§ WORK ORDER
Look through the material below. Copy each line that contains the string "LLAMAS".

§ EXERCISE DATA

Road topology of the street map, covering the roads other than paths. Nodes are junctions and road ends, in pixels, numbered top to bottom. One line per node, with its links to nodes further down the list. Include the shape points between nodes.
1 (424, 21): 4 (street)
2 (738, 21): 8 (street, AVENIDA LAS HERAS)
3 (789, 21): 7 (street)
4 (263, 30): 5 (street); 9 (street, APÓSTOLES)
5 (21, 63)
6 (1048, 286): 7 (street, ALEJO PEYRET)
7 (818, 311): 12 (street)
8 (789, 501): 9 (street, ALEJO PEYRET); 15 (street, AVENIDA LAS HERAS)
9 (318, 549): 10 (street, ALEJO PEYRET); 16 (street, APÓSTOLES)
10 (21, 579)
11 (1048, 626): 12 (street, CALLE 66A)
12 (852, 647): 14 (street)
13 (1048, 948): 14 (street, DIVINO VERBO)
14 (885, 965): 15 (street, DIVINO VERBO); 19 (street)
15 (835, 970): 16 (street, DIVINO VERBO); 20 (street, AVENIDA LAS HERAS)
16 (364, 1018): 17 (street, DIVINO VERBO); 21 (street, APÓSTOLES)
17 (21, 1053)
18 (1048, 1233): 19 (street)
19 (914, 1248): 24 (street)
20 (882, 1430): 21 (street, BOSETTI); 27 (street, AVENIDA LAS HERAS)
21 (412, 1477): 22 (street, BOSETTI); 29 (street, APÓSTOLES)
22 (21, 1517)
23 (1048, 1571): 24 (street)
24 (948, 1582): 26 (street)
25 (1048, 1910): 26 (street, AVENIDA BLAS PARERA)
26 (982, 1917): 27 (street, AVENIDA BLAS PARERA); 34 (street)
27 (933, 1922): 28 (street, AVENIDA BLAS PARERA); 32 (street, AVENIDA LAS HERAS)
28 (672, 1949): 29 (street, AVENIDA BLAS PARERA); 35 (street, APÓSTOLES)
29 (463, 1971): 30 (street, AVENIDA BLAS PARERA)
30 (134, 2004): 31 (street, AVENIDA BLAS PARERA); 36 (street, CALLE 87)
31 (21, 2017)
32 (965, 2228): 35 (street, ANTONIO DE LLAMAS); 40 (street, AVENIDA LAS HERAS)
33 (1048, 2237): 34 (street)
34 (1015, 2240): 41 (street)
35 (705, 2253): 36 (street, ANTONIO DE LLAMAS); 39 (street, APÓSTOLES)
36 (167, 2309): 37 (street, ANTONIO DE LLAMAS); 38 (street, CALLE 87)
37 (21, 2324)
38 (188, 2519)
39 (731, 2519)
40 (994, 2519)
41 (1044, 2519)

§ EXERCISE OUTPUT
32 (965, 2228): 35 (street, ANTONIO DE LLAMAS); 40 (street, AVENIDA LAS HERAS)
35 (705, 2253): 36 (street, ANTONIO DE LLAMAS); 39 (street, APÓSTOLES)
36 (167, 2309): 37 (street, ANTONIO DE LLAMAS); 38 (street, CALLE 87)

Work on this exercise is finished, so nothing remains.